## Source material
- - - - - - -
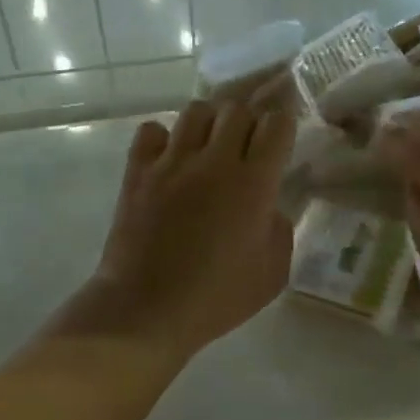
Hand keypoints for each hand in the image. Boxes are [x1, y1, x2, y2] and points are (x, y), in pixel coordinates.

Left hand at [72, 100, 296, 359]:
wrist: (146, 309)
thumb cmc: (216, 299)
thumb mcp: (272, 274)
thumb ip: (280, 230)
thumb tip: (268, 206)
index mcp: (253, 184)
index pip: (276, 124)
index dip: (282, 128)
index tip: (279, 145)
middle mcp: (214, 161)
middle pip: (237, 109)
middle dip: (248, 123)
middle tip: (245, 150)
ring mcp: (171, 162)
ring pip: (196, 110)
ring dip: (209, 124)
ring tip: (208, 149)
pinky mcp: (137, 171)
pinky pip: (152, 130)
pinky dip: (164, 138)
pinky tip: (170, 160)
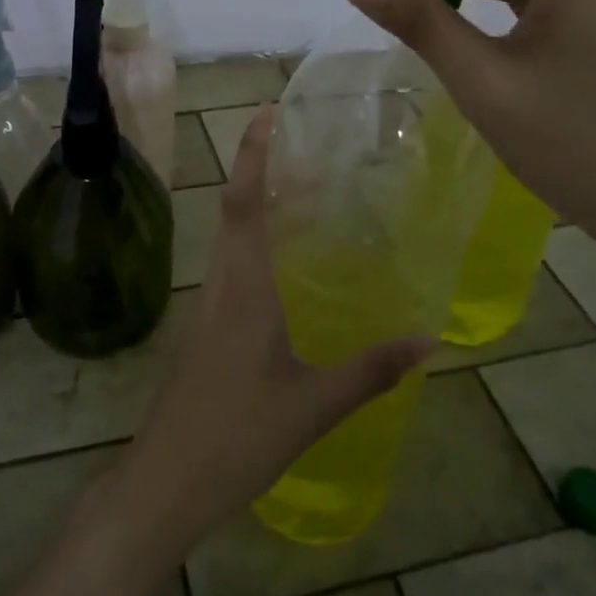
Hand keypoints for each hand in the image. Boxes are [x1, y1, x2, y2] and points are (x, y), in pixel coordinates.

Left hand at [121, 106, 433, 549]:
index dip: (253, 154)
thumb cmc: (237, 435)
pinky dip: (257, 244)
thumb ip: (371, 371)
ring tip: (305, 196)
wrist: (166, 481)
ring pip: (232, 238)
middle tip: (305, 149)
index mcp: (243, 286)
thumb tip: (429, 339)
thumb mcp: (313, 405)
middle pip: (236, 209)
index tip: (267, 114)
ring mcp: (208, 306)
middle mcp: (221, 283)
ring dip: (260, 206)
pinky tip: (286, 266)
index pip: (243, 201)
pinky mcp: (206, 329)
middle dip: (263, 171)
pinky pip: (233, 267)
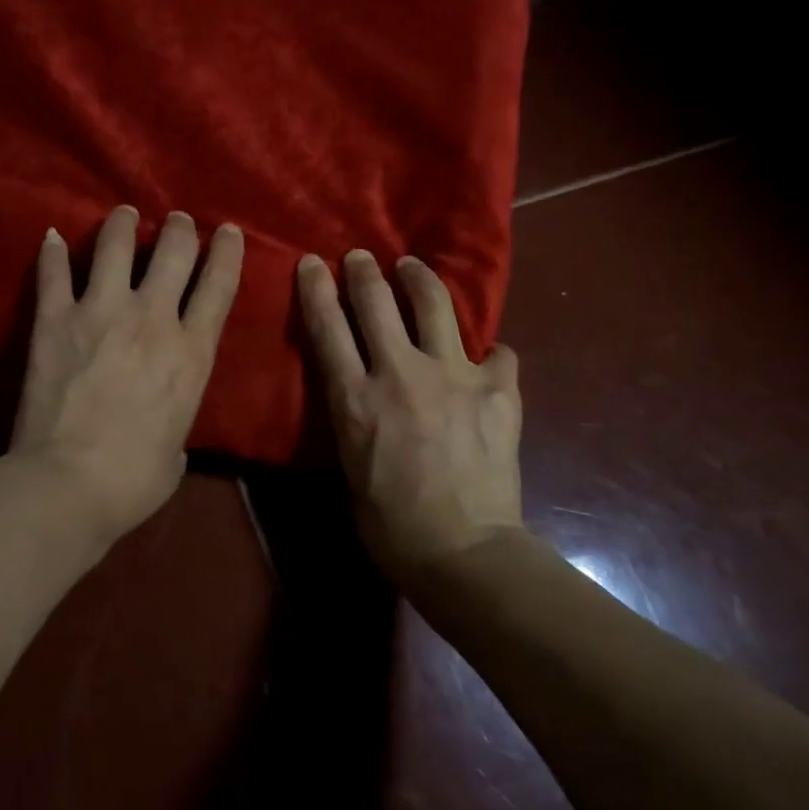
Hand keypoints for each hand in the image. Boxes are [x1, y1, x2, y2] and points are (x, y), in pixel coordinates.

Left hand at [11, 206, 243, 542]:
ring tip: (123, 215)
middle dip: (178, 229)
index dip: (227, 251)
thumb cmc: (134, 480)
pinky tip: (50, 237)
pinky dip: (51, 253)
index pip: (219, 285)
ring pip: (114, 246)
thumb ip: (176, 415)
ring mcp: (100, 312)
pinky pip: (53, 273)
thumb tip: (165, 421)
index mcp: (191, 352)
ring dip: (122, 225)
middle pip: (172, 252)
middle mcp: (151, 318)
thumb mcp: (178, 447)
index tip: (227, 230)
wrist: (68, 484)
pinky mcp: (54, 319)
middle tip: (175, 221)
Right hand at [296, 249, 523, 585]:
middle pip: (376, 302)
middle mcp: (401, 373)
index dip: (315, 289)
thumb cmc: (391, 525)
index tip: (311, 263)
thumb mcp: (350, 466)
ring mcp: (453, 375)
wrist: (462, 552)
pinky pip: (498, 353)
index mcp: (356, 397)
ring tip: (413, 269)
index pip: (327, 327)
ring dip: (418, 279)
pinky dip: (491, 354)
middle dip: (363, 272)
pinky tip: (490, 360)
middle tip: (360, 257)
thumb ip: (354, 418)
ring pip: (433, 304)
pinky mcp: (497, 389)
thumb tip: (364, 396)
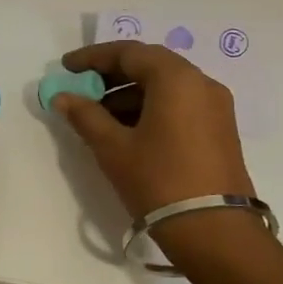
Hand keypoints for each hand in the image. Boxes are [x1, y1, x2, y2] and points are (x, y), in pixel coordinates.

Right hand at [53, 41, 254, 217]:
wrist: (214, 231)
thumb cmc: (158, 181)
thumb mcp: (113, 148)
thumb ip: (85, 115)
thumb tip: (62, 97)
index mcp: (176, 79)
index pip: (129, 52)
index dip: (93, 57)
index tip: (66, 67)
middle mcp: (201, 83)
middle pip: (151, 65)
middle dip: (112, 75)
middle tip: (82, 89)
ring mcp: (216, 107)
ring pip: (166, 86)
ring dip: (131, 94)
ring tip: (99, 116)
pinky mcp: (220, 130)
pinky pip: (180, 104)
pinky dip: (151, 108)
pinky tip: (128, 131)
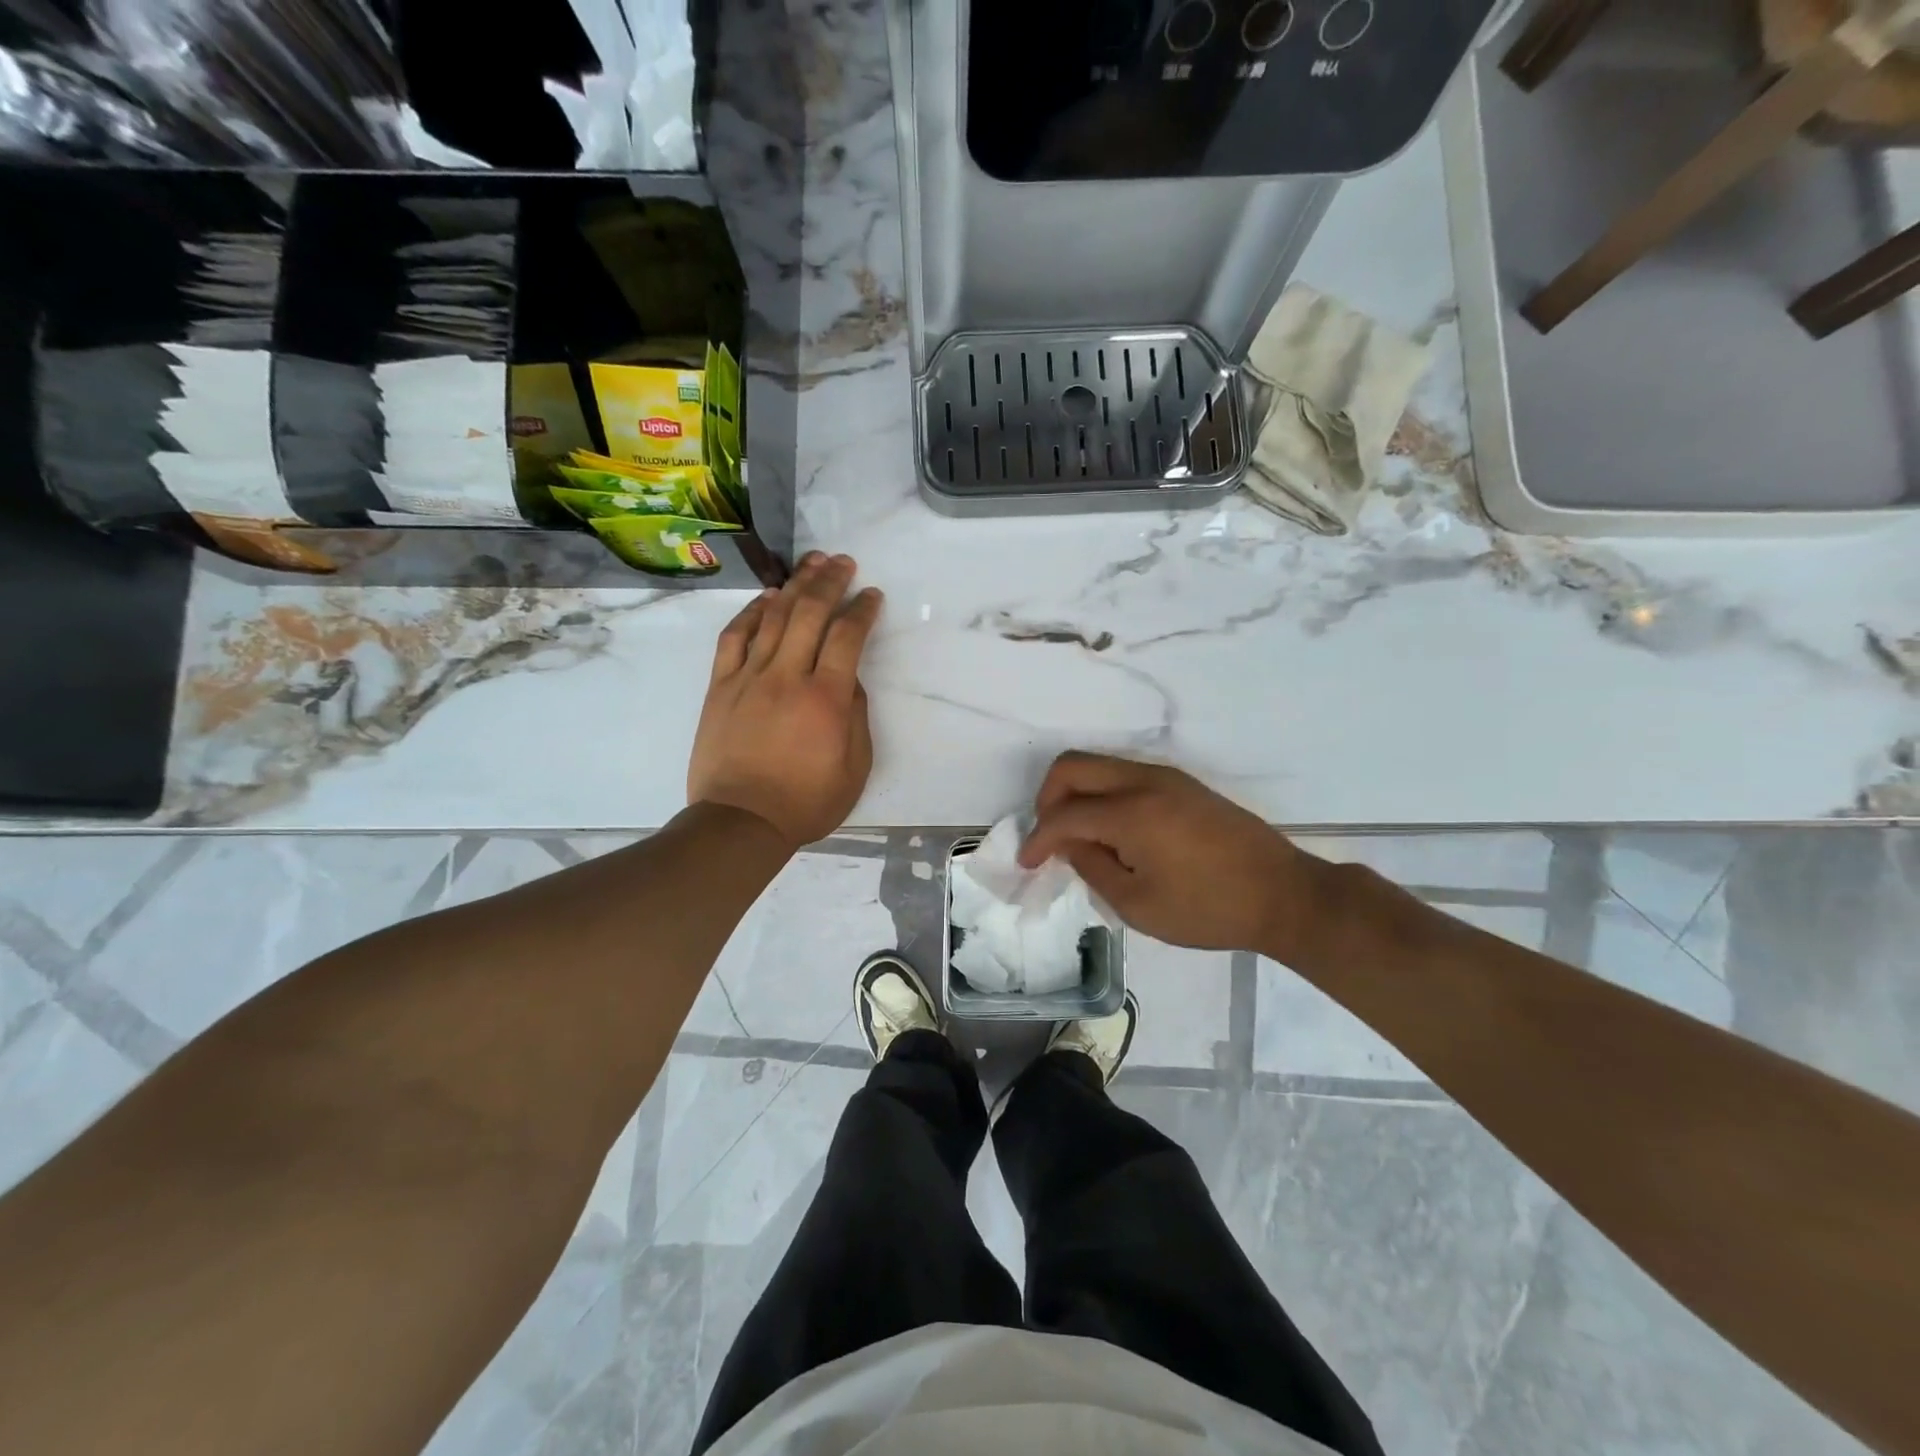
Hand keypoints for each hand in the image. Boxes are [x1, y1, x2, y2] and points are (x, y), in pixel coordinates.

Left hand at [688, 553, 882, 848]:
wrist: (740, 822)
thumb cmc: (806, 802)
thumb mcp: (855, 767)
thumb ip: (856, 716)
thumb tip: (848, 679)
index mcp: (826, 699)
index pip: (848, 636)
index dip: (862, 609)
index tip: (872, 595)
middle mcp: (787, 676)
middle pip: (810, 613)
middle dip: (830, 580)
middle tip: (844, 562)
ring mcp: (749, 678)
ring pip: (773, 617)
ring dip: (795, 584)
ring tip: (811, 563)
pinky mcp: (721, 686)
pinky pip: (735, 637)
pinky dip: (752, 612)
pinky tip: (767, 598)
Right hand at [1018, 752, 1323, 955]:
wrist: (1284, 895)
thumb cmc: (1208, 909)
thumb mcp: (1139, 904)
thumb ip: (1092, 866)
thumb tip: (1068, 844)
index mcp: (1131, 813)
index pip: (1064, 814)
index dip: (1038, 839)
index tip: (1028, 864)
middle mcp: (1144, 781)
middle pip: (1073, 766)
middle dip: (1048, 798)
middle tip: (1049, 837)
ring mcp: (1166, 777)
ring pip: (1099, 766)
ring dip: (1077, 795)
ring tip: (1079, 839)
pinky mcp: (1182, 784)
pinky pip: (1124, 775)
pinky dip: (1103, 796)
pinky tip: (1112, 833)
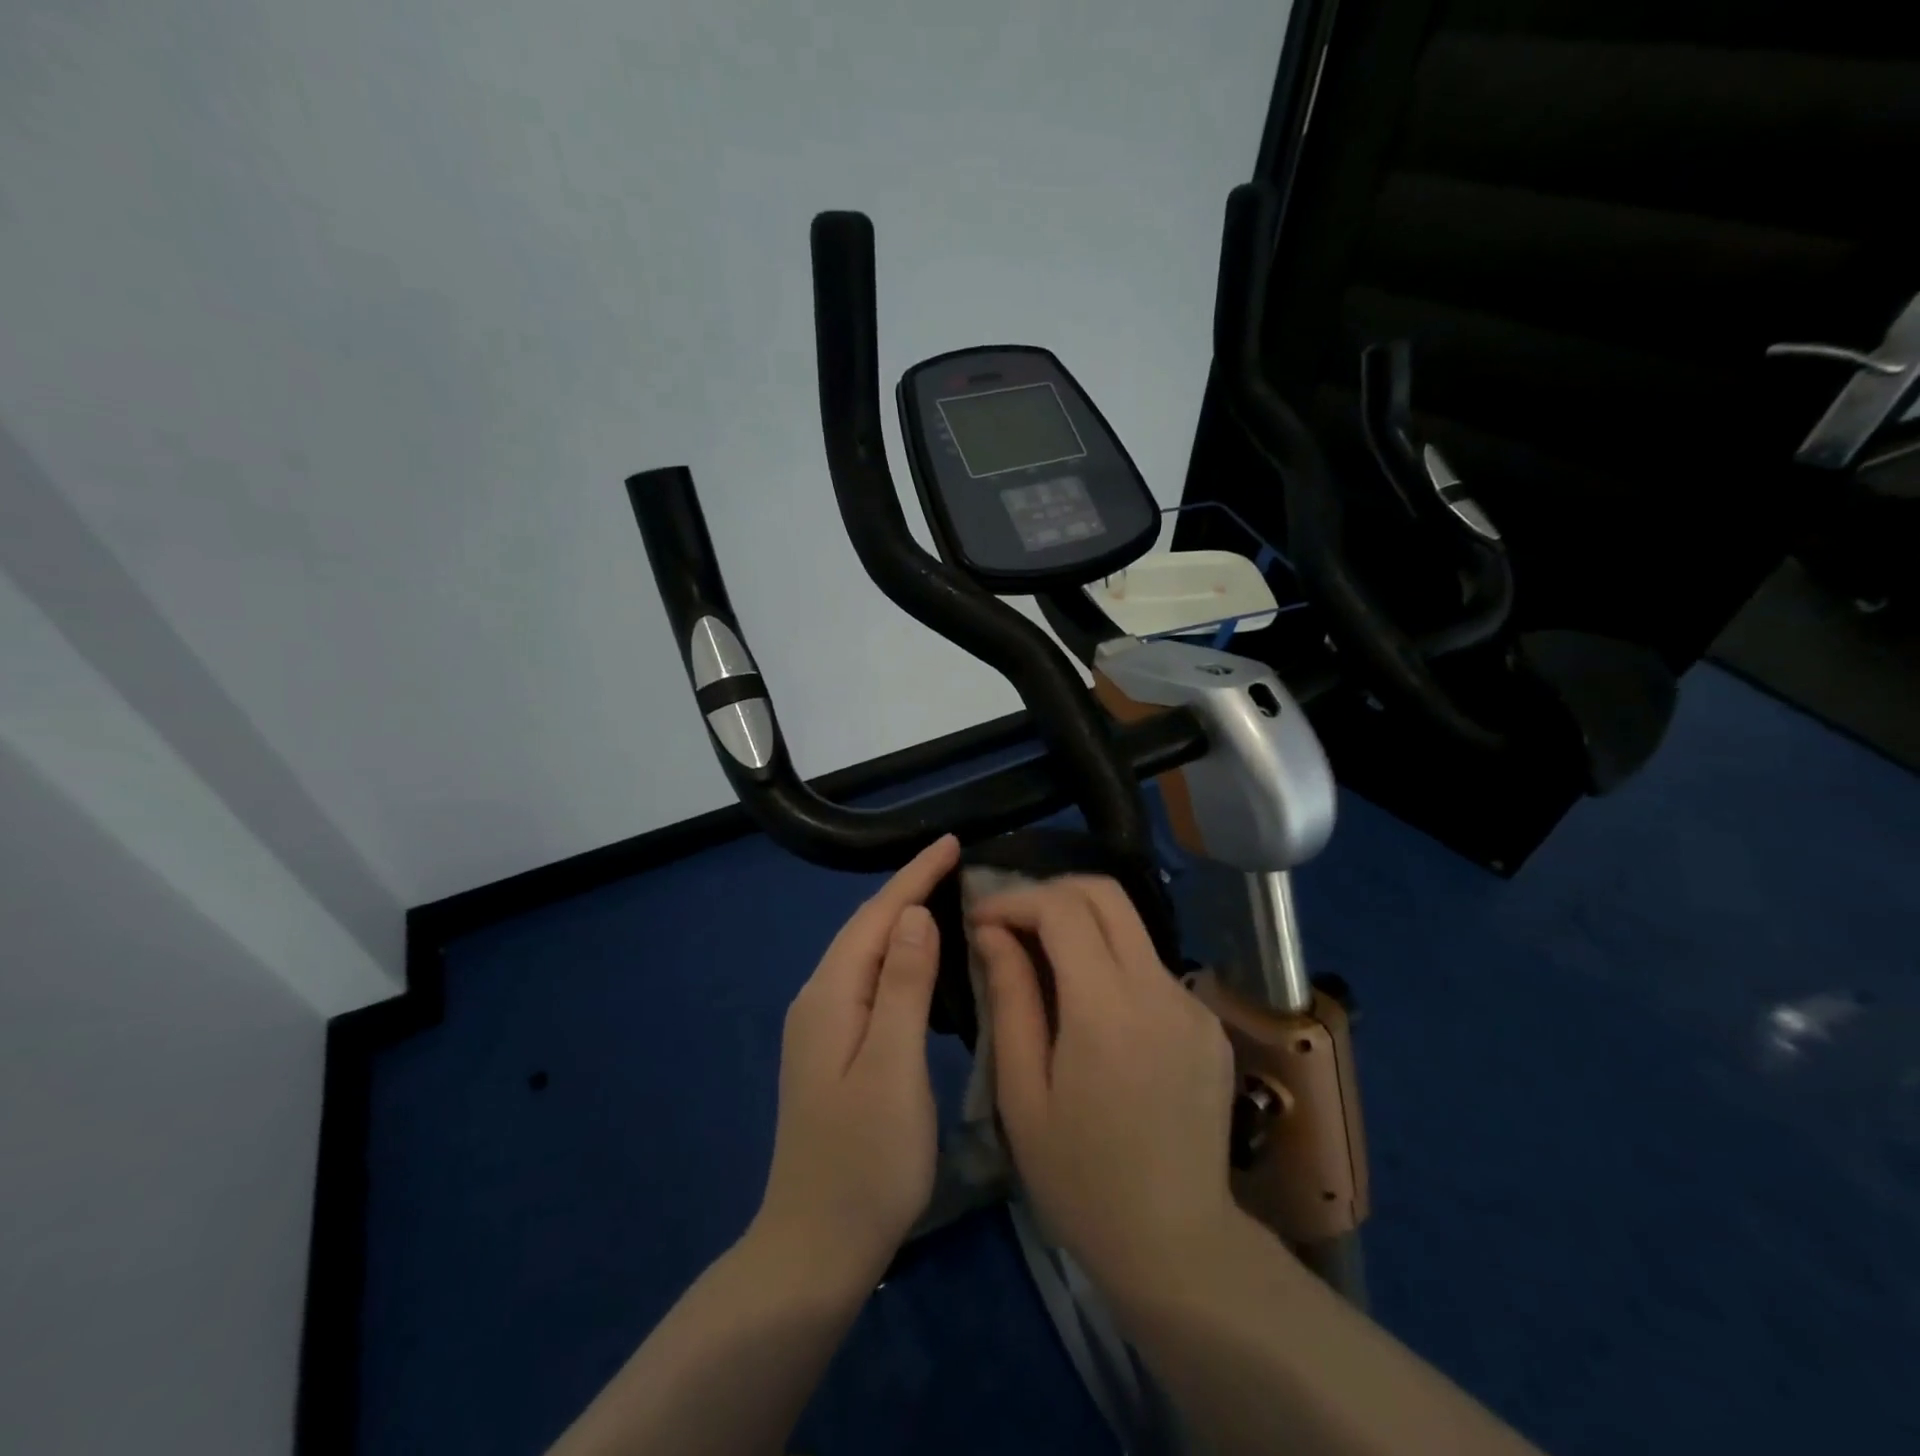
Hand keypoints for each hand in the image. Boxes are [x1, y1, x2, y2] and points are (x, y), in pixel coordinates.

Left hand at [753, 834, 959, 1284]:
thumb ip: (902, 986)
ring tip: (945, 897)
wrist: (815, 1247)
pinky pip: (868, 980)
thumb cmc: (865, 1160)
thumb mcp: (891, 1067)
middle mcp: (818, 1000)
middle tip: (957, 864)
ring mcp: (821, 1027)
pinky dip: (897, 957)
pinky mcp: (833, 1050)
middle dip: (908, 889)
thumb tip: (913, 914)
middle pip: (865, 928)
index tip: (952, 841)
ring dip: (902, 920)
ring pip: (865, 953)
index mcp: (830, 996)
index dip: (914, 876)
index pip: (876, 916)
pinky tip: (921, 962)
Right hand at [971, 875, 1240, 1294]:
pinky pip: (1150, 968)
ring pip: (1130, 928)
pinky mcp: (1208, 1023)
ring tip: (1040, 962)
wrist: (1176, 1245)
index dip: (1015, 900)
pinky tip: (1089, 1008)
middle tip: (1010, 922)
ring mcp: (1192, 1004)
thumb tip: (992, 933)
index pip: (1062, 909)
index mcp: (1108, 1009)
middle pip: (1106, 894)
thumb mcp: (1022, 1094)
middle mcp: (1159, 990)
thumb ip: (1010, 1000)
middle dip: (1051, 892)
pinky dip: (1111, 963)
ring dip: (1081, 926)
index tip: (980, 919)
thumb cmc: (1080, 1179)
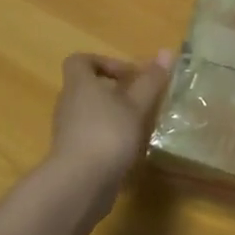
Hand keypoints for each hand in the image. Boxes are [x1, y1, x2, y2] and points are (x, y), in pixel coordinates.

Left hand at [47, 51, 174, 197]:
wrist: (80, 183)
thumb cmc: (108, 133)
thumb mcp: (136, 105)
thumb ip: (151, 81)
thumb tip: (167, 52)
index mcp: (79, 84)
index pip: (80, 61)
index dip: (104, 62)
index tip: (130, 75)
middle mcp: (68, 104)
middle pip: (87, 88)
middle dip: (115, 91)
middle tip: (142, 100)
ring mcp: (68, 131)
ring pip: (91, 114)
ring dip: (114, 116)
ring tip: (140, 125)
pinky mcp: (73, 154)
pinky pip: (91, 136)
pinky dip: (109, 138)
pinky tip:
- - - - - - -
## Problem description
Omit the pictures. Transcribe word for word the lines from the one containing "middle pip: (1106, 894)" through the end of the listing, inclusive.

## Answer space
middle pip: (1106, 894)
thumb mcp: (1022, 1094)
middle mcp: (1159, 990)
thumb ip: (1010, 1000)
middle dip: (1051, 892)
pinky dip: (1111, 963)
ring dip: (1081, 926)
index tip: (980, 919)
thumb cmc: (1080, 1179)
Hand keypoints for each hand in the image. Boxes are [x1, y1, x2, y2] and points are (x, y), in pixel coordinates.

Left hand at [47, 51, 174, 197]:
wrist: (80, 183)
thumb cmc: (108, 133)
thumb mcp: (136, 105)
thumb ip: (151, 81)
thumb tip: (167, 52)
index mcp: (79, 84)
index pip: (80, 61)
index dip: (104, 62)
index tip: (130, 75)
middle mcp: (68, 104)
middle pip: (87, 88)
middle dip: (115, 91)
middle tip: (142, 100)
ring mcp: (68, 131)
ring pip: (91, 114)
ring dip: (114, 116)
ring tip: (140, 125)
pinky mcp: (73, 154)
pinky pip: (91, 136)
pinky dip: (109, 138)
pinky tip:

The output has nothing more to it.